Exercise directions – Please transcribe exactly the line that holds "index tip: (116, 146)" and all lines that follow it to the end of the records below, omitting any pictures.

Input data –
++++++++

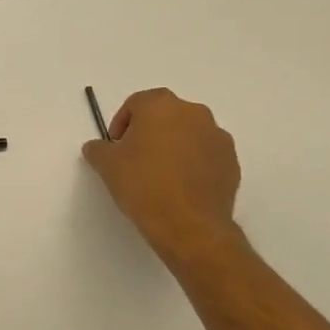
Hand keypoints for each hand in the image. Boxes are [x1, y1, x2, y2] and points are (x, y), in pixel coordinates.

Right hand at [82, 88, 245, 263]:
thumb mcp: (107, 165)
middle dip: (150, 131)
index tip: (116, 146)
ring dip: (174, 146)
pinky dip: (194, 163)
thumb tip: (98, 147)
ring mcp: (217, 137)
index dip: (122, 123)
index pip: (136, 103)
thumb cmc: (144, 185)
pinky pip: (206, 154)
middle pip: (165, 115)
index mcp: (161, 105)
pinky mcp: (232, 162)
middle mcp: (193, 113)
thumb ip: (98, 149)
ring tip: (160, 174)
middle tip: (136, 157)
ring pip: (188, 133)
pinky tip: (181, 186)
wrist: (189, 225)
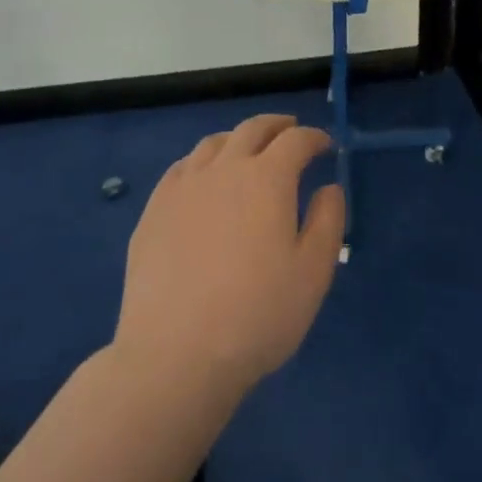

++++++++

Written response –
index tip: (116, 146)
ring dip: (174, 146)
pinky dip: (194, 163)
thumb tip: (98, 147)
ring mcp: (217, 137)
index dip: (122, 123)
index pip: (136, 103)
thumb cmc: (144, 185)
pinky pip: (206, 154)
middle pip: (165, 115)
index mcp: (161, 105)
pinky mcp: (232, 162)
middle mcp: (193, 113)
thumb ip: (98, 149)
ring tip: (160, 174)
middle tip: (136, 157)
ring pip: (188, 133)
pinky tip: (181, 186)
wrist: (189, 225)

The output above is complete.